Efficiency, Leisure
It is good to get things done without waste of time or resources. The dignity and value of persons cannot be based on their efficiency. 
St. John Paul II, in Evangelium Vitae, said that our culture is obsessed with efficiency: "The criterion of personal dignity — which demands respect, generosity and service — is replaced by the criterion of efficiency, functionality and usefulness: Others are considered not for what they ‘are,’ but for what they ‘have, do and produce.’"  

Leisure time may not seem efficient, yet it is necessary to reflect, to connect with others, specially God.  

Pope Francis: "The worship of the ancient golden calf (Exodus 32:1-35) has returned in a new and ruthless guise in the idolatry of money and the dictatorship of an impersonal economy lacking a truly human purpose. ... Today’s economic mechanisms promote inordinate consumption, yet it is evident that unbridled consumerism combined with inequality proves doubly damaging to the social fabric" (Evangelii Gaudium).  

"Remember the Sabbath day, to keep it holy" (Exodus 20:8).

We shall observe Sabbath rest mindful of the needs of all.

"Six days you shall labor and do all your work; but the seventh day is a Sabbath to the Lord your God; in it you shall not do any work — you or your son or your daughter or your manservant or your maidservant or your ox or your ass or any of your cattle or the sojourner who is within your gates — that your manservant and your maidservant may rest as well as you" (Deuteronomy 5:13-14).

Catechism of the Catholic Church

A day of grace and rest from work

2184 Just as God "rested on the seventh day from all his work which he had done,"121 human life has a rhythm of work and rest. The institution of the Lord's Day helps everyone enjoy adequate rest and leisure to cultivate their familial, cultural, social, and religious lives.

 2185 On Sundays and other holy days of obligation, the faithful are to refrain from engaging in work or activities that hinder the worship owed to God, the joy proper to the Lord's Day, the performance of the works of mercy, and the appropriate relaxation of mind and body.123 Family needs or important social service can legitimately excuse from the obligation of Sunday rest. The faithful should see to it that legitimate excuses do not lead to habits prejudicial to religion, family life, and health.

The charity of truth seeks holy leisure- the necessity of charity accepts just work.

2186 Those Christians who have leisure should be mindful of their brethren who have the same needs and the same rights, yet cannot rest from work because of poverty and misery. Sunday is traditionally consecrated by Christian piety to good works and humble service of the sick, the infirm, and the elderly. Christians will also sanctify Sunday by devoting time and care to their families and relatives, often difficult to do on other days of the week. Sunday is a time for reflection, silence, cultivation of the mind, and meditation which furthers the growth of the Christian interior life.

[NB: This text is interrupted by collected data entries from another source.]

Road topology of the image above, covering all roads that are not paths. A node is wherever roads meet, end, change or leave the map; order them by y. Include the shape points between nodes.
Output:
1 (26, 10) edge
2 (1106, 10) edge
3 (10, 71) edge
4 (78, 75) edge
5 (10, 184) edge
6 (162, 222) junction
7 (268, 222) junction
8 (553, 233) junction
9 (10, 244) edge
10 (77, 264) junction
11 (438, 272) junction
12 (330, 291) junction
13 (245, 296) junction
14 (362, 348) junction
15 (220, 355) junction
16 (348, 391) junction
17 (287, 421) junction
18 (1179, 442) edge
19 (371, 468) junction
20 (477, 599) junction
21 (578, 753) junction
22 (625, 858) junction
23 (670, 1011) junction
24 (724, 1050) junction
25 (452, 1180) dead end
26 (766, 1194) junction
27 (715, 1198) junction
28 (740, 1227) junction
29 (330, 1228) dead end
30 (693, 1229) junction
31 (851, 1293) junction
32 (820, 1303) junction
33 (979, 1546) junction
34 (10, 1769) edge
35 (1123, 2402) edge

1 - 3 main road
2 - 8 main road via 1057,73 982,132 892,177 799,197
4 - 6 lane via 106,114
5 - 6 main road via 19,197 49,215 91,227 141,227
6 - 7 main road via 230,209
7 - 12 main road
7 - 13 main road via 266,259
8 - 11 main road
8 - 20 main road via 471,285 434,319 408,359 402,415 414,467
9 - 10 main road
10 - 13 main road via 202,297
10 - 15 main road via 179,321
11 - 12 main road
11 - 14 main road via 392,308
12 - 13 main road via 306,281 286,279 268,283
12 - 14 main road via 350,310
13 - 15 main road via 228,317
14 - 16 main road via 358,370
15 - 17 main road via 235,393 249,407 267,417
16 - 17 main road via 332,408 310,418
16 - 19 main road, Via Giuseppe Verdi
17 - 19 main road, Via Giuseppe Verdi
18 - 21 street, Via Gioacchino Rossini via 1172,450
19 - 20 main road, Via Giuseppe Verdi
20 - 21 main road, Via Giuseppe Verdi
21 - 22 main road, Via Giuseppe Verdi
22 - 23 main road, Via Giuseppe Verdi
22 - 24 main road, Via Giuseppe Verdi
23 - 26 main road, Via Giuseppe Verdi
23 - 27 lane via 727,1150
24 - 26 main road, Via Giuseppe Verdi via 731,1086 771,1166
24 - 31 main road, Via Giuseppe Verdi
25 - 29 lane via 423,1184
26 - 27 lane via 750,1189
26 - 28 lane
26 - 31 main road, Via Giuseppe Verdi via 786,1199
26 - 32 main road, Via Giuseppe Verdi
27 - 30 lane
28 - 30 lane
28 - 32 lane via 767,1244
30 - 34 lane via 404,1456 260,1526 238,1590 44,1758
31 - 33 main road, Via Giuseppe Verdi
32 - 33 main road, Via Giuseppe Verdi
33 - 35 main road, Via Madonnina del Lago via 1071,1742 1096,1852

2187 Sanctifying Sundays and holy days requires a common effort. Every Christian should avoid making unnecessary demands on others that would hinder them from observing the Lord's Day. Traditional activities (sport, restaurants, etc.), and social necessities (public services, etc.), require some people to work on Sundays, but everyone should still take care to set aside sufficient time for leisure. With temperance and charity the faithful will see to it that they avoid the excesses and violence sometimes associated with popular leisure activities. In spite of economic constraints, public authorities should ensure citizens a time intended for rest and divine worship. Employers have a similar obligation toward their employees.

 "Holy leisure" gives people time "to cultivate their familial, cultural, social and religious lives" (2184) and provides an opportunity for "reflection, silence, cultivation of the mind and meditation, which furthers the growth of the Christian interior life" (2186). The Sabbath is not understood merely as "time off" : It’s the climax of the week. Mass. Here, the "work of human hands" is offered to God and transformed into a vehicle of Divine communion.  liturgical calendar The seasons. Time is thus ordered towards eternity.